What you should do
Please reproduce the data exactly, excluding any pictures it contains.

Saved entries
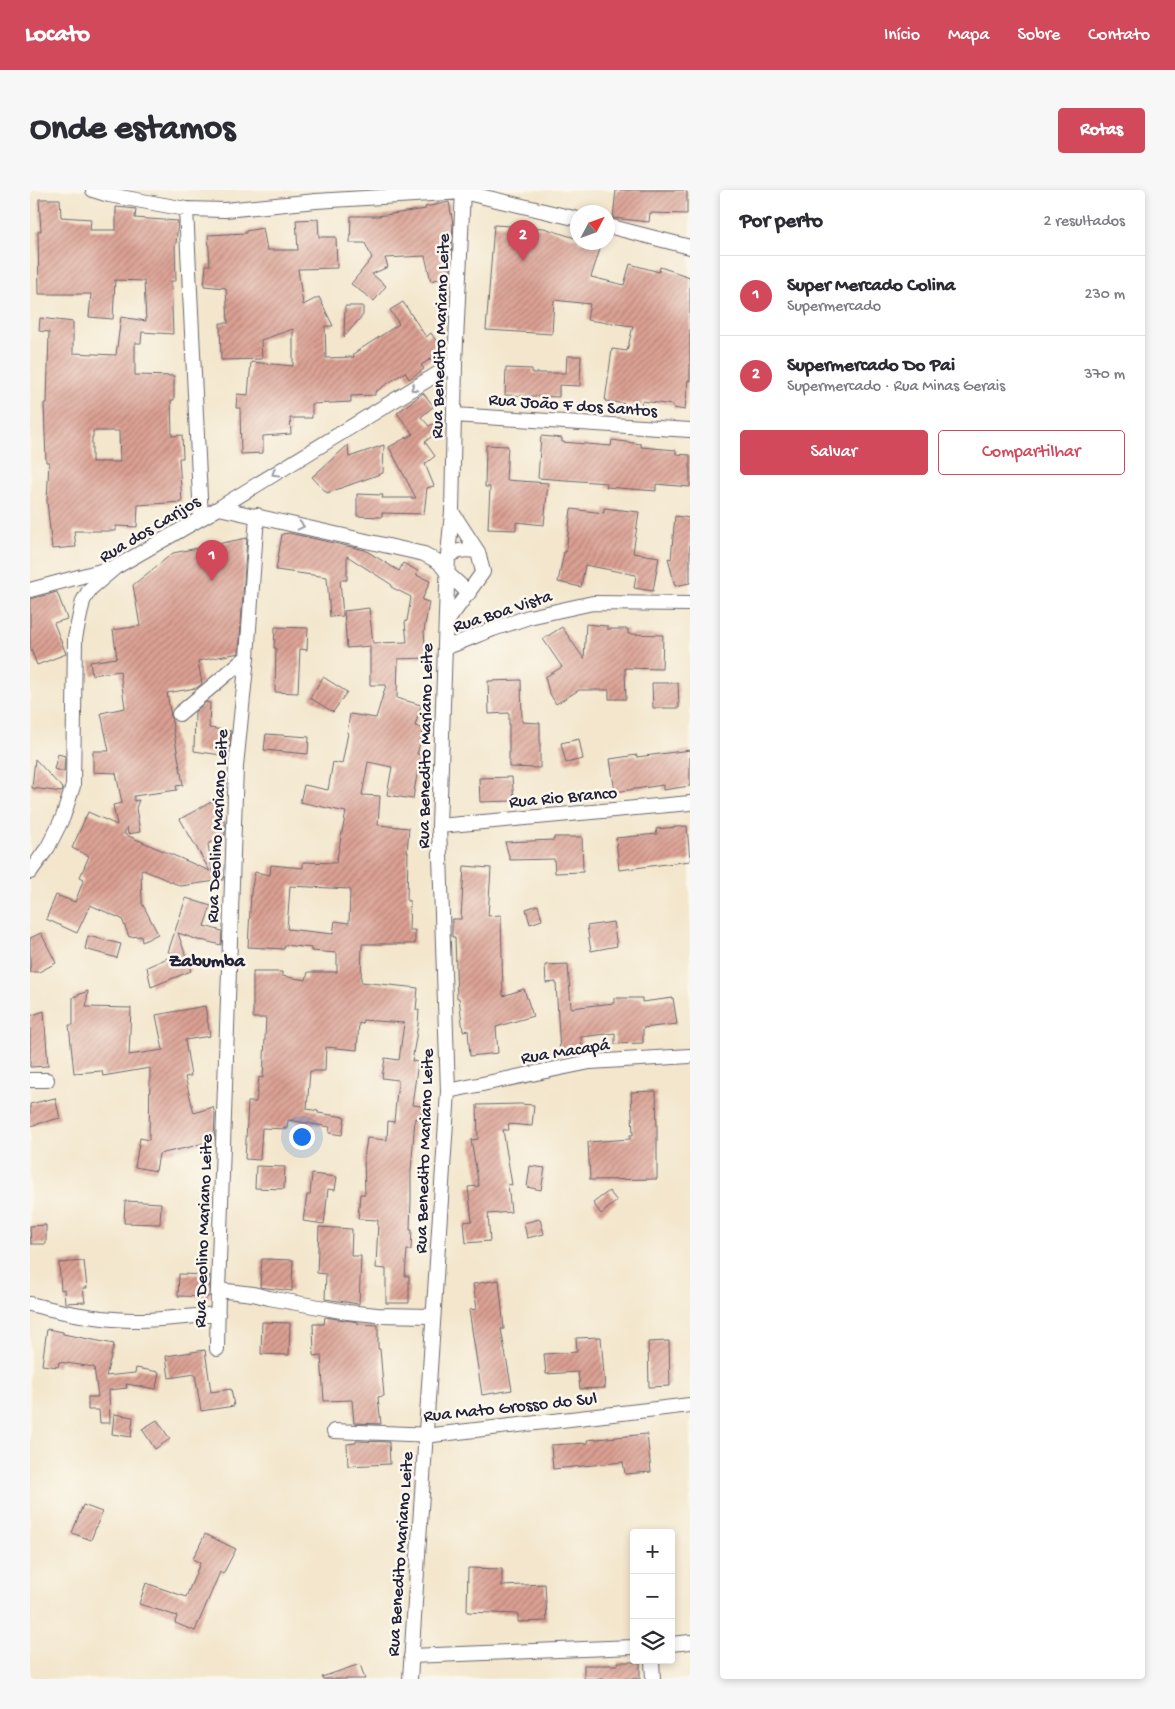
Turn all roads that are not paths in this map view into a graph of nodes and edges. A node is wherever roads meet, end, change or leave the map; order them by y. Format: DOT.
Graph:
graph roads {
  1 [pos="93,190"];
  2 [pos="463,191"];
  3 [pos="186,209"];
  4 [pos="570,217"];
  5 [pos="615,228"];
  6 [pos="690,247"];
  7 [pos="455,362"];
  8 [pos="454,415"];
  9 [pos="690,430"];
  10 [pos="219,508"];
  11 [pos="452,512"];
  12 [pos="257,516"];
  13 [pos="201,518"];
  14 [pos="478,552"];
  15 [pos="448,555"];
  16 [pos="116,567"];
  17 [pos="448,574"];
  18 [pos="30,590"];
  19 [pos="469,593"];
  20 [pos="690,604"];
  21 [pos="446,623"];
  22 [pos="445,648"];
  23 [pos="247,657"];
  24 [pos="179,714"];
  25 [pos="690,803"];
  26 [pos="439,826"];
  27 [pos="30,872"];
  28 [pos="690,1056"];
  29 [pos="30,1080"];
  30 [pos="47,1080"];
  31 [pos="448,1091"];
  32 [pos="218,1290"];
  33 [pos="30,1304"];
  34 [pos="218,1314"];
  35 [pos="433,1316"];
  36 [pos="217,1349"];
  37 [pos="690,1405"];
  38 [pos="334,1431"];
  39 [pos="426,1436"];
  40 [pos="690,1642"];
  41 [pos="675,1644"];
  42 [pos="630,1647"];
  43 [pos="411,1656"];
  44 [pos="652,1664"];
  45 [pos="410,1679"];
  46 [pos="653,1679"];
  1 -- 3 [label="street"];
  2 -- 3 [label="street"];
  2 -- 4 [label="street"];
  2 -- 7 [label="street, Rua Benedito Mariano Leite"];
  3 -- 13 [label="street"];
  5 -- 6 [label="street"];
  7 -- 8 [label="street, Rua Benedito Mariano Leite"];
  7 -- 10 [label="street, Rua dos Carijos, one-way"];
  8 -- 9 [label="street, Rua João F dos Santos"];
  8 -- 11 [label="street, Rua Benedito Mariano Leite"];
  10 -- 12 [label="street"];
  10 -- 13 [label="street, Rua dos Carijos"];
  11 -- 14 [label="street, Rua Benedito Mariano Leite"];
  11 -- 15 [label="street, Rua Benedito Mariano Leite"];
  12 -- 17 [label="street, one-way"];
  12 -- 23 [label="street, Rua Deolino Mariano Leite"];
  13 -- 16 [label="street, Rua dos Carijos"];
  14 -- 15 [label="street"];
  14 -- 19 [label="street, Rua Benedito Mariano Leite"];
  15 -- 17 [label="street, Rua Benedito Mariano Leite"];
  16 -- 18 [label="street"];
  16 -- 27 [label="street, Rua dos Carijos"];
  17 -- 19 [label="street"];
  17 -- 21 [label="street, Rua Benedito Mariano Leite"];
  19 -- 21 [label="street, Rua Benedito Mariano Leite"];
  20 -- 22 [label="street, Rua Boa Vista"];
  21 -- 22 [label="street, Rua Benedito Mariano Leite"];
  22 -- 26 [label="street, Rua Benedito Mariano Leite"];
  23 -- 24 [label="street"];
  23 -- 32 [label="street, Rua Deolino Mariano Leite"];
  25 -- 26 [label="street, Rua Rio Branco"];
  26 -- 31 [label="street, Rua Benedito Mariano Leite"];
  28 -- 31 [label="street, Rua Macapá"];
  29 -- 30 [label="street"];
  31 -- 35 [label="street, Rua Benedito Mariano Leite"];
  32 -- 34 [label="street, Rua Deolino Mariano Leite"];
  32 -- 35 [label="street"];
  33 -- 34 [label="street"];
  34 -- 36 [label="street, Rua Deolino Mariano Leite"];
  35 -- 39 [label="street, Rua Benedito Mariano Leite"];
  37 -- 39 [label="street, Rua Mato Grosso do Sul"];
  38 -- 39 [label="street, Rua Mato Grosso do Sul"];
  39 -- 43 [label="street, Rua Benedito Mariano Leite"];
  40 -- 41 [label="street"];
  42 -- 43 [label="street"];
  43 -- 45 [label="street, Rua Benedito Mariano Leite"];
  44 -- 46 [label="street"];
}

Output for this exercise
Turn all roads that are not paths in this map view into a graph of nodes and edges. A node is wherever roads meet, end, change or leave the map; order them by y. Format: DOT.
Graph:
graph roads {
  1 [pos="93,190"];
  2 [pos="463,191"];
  3 [pos="186,209"];
  4 [pos="570,217"];
  5 [pos="615,228"];
  6 [pos="690,247"];
  7 [pos="455,362"];
  8 [pos="454,415"];
  9 [pos="690,430"];
  10 [pos="219,508"];
  11 [pos="452,512"];
  12 [pos="257,516"];
  13 [pos="201,518"];
  14 [pos="478,552"];
  15 [pos="448,555"];
  16 [pos="116,567"];
  17 [pos="448,574"];
  18 [pos="30,590"];
  19 [pos="469,593"];
  20 [pos="690,604"];
  21 [pos="446,623"];
  22 [pos="445,648"];
  23 [pos="247,657"];
  24 [pos="179,714"];
  25 [pos="690,803"];
  26 [pos="439,826"];
  27 [pos="30,872"];
  28 [pos="690,1056"];
  29 [pos="30,1080"];
  30 [pos="47,1080"];
  31 [pos="448,1091"];
  32 [pos="218,1290"];
  33 [pos="30,1304"];
  34 [pos="218,1314"];
  35 [pos="433,1316"];
  36 [pos="217,1349"];
  37 [pos="690,1405"];
  38 [pos="334,1431"];
  39 [pos="426,1436"];
  40 [pos="690,1642"];
  41 [pos="675,1644"];
  42 [pos="630,1647"];
  43 [pos="411,1656"];
  44 [pos="652,1664"];
  45 [pos="410,1679"];
  46 [pos="653,1679"];
  1 -- 3 [label="street"];
  2 -- 3 [label="street"];
  2 -- 4 [label="street"];
  2 -- 7 [label="street, Rua Benedito Mariano Leite"];
  3 -- 13 [label="street"];
  5 -- 6 [label="street"];
  7 -- 8 [label="street, Rua Benedito Mariano Leite"];
  7 -- 10 [label="street, Rua dos Carijos, one-way"];
  8 -- 9 [label="street, Rua João F dos Santos"];
  8 -- 11 [label="street, Rua Benedito Mariano Leite"];
  10 -- 12 [label="street"];
  10 -- 13 [label="street, Rua dos Carijos"];
  11 -- 14 [label="street, Rua Benedito Mariano Leite"];
  11 -- 15 [label="street, Rua Benedito Mariano Leite"];
  12 -- 17 [label="street, one-way"];
  12 -- 23 [label="street, Rua Deolino Mariano Leite"];
  13 -- 16 [label="street, Rua dos Carijos"];
  14 -- 15 [label="street"];
  14 -- 19 [label="street, Rua Benedito Mariano Leite"];
  15 -- 17 [label="street, Rua Benedito Mariano Leite"];
  16 -- 18 [label="street"];
  16 -- 27 [label="street, Rua dos Carijos"];
  17 -- 19 [label="street"];
  17 -- 21 [label="street, Rua Benedito Mariano Leite"];
  19 -- 21 [label="street, Rua Benedito Mariano Leite"];
  20 -- 22 [label="street, Rua Boa Vista"];
  21 -- 22 [label="street, Rua Benedito Mariano Leite"];
  22 -- 26 [label="street, Rua Benedito Mariano Leite"];
  23 -- 24 [label="street"];
  23 -- 32 [label="street, Rua Deolino Mariano Leite"];
  25 -- 26 [label="street, Rua Rio Branco"];
  26 -- 31 [label="street, Rua Benedito Mariano Leite"];
  28 -- 31 [label="street, Rua Macapá"];
  29 -- 30 [label="street"];
  31 -- 35 [label="street, Rua Benedito Mariano Leite"];
  32 -- 34 [label="street, Rua Deolino Mariano Leite"];
  32 -- 35 [label="street"];
  33 -- 34 [label="street"];
  34 -- 36 [label="street, Rua Deolino Mariano Leite"];
  35 -- 39 [label="street, Rua Benedito Mariano Leite"];
  37 -- 39 [label="street, Rua Mato Grosso do Sul"];
  38 -- 39 [label="street, Rua Mato Grosso do Sul"];
  39 -- 43 [label="street, Rua Benedito Mariano Leite"];
  40 -- 41 [label="street"];
  42 -- 43 [label="street"];
  43 -- 45 [label="street, Rua Benedito Mariano Leite"];
  44 -- 46 [label="street"];
}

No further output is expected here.